EXERCISE OBJECTIVE:
Among the entries, which lines carry the string "Donna"? Copy every one.
*** SOURCE RECORDS Section Begins ***
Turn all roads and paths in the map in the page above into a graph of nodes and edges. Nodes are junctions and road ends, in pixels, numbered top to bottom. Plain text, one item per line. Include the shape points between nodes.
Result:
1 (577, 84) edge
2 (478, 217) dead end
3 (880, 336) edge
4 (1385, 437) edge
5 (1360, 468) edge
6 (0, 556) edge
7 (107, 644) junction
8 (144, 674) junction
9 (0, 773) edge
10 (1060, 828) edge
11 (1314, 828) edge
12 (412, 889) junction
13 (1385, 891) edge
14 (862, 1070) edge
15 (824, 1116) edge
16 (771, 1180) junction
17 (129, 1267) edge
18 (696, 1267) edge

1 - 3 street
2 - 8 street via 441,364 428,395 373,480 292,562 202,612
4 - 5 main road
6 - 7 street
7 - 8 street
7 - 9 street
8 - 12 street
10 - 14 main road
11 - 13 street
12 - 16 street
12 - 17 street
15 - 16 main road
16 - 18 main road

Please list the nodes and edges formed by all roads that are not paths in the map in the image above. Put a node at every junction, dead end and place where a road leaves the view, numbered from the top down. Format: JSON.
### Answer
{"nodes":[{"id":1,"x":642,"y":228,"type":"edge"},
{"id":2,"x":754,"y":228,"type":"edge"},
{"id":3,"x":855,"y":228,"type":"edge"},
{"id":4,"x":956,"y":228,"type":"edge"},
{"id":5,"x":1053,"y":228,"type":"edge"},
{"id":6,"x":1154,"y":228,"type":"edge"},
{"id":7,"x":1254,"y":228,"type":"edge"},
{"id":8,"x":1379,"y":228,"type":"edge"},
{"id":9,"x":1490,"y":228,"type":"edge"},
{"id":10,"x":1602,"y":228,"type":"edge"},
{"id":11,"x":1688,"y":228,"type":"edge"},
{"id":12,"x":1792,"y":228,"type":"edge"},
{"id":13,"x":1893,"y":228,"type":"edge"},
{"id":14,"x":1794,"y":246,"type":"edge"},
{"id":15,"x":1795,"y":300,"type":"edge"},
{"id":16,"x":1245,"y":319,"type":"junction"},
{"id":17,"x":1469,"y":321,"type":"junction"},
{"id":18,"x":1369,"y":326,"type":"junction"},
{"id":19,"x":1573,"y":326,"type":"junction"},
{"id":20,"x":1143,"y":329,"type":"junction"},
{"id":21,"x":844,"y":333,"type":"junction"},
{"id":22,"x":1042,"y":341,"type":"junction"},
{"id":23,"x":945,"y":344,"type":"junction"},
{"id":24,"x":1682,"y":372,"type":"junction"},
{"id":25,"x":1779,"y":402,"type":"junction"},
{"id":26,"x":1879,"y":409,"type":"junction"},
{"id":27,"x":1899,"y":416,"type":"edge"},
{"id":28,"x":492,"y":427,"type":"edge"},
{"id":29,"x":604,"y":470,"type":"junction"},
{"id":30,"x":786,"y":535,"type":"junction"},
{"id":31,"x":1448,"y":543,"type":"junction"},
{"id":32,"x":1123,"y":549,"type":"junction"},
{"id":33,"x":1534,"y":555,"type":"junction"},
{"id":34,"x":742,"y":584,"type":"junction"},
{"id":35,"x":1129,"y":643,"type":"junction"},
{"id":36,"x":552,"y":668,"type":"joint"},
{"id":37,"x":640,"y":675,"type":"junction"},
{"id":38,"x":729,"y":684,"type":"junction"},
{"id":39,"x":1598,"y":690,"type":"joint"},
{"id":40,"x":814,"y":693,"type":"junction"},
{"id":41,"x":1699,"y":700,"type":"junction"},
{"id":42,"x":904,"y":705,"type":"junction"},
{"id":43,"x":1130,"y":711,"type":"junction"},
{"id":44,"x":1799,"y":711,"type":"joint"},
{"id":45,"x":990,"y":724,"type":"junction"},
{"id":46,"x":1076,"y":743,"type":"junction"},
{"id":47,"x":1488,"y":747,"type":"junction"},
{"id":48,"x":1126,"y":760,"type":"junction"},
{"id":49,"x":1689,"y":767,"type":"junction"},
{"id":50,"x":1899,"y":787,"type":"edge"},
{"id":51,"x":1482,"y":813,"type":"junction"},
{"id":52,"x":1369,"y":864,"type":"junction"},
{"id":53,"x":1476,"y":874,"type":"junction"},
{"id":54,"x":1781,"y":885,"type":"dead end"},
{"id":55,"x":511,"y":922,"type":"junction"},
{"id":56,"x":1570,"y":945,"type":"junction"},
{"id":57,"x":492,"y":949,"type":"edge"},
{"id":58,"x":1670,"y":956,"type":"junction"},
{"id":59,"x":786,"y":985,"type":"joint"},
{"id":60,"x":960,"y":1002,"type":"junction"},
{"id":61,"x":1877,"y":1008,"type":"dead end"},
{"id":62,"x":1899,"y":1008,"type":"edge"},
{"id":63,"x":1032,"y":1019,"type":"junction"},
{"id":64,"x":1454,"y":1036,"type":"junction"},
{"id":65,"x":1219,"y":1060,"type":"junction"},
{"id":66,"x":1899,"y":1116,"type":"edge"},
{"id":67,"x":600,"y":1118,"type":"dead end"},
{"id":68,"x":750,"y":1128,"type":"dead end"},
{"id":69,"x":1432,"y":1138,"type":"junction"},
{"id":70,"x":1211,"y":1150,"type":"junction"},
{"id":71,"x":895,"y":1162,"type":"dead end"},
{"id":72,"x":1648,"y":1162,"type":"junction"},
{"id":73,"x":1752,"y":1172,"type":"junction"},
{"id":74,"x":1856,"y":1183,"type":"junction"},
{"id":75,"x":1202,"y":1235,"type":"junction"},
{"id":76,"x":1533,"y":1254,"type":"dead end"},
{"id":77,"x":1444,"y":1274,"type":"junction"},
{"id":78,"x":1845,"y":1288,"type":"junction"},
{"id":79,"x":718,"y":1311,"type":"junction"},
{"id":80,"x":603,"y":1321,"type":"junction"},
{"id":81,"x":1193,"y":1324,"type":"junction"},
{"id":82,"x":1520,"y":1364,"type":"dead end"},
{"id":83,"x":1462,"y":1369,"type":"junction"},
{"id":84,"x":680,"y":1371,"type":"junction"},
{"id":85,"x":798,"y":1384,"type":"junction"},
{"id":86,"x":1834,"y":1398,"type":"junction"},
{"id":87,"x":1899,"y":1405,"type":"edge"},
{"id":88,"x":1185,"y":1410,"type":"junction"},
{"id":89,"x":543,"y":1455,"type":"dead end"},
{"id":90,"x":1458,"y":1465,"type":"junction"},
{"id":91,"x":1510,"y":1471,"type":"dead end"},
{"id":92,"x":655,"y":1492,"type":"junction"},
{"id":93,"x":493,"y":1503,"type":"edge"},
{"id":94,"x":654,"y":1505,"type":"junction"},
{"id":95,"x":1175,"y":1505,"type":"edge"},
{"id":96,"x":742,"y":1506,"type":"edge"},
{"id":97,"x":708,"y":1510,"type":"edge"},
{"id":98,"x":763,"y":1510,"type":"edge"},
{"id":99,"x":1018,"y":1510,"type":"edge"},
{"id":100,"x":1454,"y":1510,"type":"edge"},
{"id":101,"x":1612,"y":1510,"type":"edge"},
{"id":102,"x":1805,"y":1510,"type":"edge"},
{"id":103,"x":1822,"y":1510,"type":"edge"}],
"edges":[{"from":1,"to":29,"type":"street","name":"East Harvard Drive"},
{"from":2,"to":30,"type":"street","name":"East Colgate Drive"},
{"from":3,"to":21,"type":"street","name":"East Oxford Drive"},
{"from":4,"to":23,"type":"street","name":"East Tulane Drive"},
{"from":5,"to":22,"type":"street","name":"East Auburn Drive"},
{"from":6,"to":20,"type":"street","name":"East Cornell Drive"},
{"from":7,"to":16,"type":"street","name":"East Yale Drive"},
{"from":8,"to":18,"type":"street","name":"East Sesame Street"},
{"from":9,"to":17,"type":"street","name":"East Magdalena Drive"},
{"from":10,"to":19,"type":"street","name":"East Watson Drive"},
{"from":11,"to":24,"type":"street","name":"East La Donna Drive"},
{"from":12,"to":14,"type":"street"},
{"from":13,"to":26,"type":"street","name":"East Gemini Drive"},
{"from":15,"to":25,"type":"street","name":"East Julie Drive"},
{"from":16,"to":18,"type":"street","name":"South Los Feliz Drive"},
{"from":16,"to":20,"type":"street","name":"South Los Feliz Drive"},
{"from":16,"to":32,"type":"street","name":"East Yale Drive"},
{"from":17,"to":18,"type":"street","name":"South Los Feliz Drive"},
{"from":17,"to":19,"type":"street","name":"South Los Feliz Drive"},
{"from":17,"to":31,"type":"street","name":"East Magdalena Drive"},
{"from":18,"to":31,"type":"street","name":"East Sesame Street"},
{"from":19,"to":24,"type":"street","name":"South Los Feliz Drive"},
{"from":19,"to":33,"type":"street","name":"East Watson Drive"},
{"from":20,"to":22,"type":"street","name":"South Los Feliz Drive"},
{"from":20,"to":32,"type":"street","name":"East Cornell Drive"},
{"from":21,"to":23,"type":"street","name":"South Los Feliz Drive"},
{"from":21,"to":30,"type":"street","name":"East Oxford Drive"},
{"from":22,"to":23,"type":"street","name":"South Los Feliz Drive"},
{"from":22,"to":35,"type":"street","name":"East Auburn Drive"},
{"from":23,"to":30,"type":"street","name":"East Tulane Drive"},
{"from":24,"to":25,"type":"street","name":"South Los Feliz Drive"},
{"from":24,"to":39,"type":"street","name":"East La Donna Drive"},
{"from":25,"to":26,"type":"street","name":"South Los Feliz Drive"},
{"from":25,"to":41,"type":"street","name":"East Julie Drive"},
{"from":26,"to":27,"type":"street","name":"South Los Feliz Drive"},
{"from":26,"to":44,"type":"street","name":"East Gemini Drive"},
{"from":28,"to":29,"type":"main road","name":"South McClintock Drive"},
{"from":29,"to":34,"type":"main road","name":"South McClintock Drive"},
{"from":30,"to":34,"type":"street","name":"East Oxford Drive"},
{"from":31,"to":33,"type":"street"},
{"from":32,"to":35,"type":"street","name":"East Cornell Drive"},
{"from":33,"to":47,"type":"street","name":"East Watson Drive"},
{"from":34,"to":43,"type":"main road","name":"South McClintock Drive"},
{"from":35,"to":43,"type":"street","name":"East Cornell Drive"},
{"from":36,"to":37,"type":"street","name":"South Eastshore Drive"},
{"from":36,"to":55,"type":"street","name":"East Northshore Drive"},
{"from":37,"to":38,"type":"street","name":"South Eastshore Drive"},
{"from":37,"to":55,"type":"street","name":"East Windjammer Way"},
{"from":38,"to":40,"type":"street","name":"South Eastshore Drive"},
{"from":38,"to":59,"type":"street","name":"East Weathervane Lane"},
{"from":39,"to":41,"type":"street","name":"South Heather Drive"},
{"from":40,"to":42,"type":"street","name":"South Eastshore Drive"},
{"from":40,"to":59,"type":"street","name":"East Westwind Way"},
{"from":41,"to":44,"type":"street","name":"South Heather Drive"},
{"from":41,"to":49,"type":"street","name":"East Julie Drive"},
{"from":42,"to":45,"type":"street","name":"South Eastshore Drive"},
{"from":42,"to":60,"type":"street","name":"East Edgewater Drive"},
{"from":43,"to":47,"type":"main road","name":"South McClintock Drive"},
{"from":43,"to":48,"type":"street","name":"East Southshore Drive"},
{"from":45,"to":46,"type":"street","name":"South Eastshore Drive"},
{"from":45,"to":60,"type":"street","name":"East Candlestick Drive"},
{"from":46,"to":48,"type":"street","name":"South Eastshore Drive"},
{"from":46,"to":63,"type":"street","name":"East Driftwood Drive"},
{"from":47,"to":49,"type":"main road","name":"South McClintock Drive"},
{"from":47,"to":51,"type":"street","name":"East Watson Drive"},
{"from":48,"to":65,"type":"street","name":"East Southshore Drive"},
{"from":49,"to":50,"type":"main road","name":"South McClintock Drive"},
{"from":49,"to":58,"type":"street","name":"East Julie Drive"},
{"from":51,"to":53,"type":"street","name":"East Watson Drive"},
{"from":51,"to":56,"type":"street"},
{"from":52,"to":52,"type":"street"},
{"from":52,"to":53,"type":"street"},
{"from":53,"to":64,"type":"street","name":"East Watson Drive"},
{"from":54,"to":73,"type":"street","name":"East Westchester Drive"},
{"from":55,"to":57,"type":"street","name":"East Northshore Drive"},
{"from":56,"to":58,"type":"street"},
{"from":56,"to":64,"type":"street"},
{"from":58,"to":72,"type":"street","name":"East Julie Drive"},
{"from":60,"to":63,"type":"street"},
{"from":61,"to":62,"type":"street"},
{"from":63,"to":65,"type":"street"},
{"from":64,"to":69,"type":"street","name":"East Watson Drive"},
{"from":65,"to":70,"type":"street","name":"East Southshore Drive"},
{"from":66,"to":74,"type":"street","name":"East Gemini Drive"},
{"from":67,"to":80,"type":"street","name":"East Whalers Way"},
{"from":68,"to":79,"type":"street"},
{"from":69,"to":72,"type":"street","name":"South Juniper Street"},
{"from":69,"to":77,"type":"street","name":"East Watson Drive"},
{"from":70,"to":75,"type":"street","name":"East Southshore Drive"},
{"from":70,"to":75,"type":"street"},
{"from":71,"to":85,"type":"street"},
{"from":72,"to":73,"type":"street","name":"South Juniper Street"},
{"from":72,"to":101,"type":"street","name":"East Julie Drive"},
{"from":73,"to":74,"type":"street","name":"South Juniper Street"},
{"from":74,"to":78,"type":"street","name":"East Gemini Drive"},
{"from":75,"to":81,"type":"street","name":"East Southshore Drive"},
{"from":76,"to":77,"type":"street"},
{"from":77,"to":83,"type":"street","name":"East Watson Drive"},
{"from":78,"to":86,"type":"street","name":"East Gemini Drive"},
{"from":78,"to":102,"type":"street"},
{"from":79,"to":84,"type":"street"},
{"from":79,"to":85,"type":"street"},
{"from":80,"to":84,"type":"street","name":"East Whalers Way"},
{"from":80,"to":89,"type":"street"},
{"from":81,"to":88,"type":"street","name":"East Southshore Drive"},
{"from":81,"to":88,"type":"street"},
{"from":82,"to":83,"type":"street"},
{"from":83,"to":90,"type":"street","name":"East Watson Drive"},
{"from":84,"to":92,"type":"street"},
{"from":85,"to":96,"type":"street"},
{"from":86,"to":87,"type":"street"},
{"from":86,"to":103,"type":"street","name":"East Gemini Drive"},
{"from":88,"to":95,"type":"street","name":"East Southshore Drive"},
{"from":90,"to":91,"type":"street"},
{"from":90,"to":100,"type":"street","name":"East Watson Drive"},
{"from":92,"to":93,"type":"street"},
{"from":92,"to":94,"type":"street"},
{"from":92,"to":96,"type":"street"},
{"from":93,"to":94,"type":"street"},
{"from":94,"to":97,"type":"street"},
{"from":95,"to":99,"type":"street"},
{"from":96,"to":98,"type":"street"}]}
*** SOURCE RECORDS Section Ends ***
ANSWER TO THIS EXERCISE:
{"from":11,"to":24,"type":"street","name":"East La Donna Drive"},
{"from":24,"to":39,"type":"street","name":"East La Donna Drive"},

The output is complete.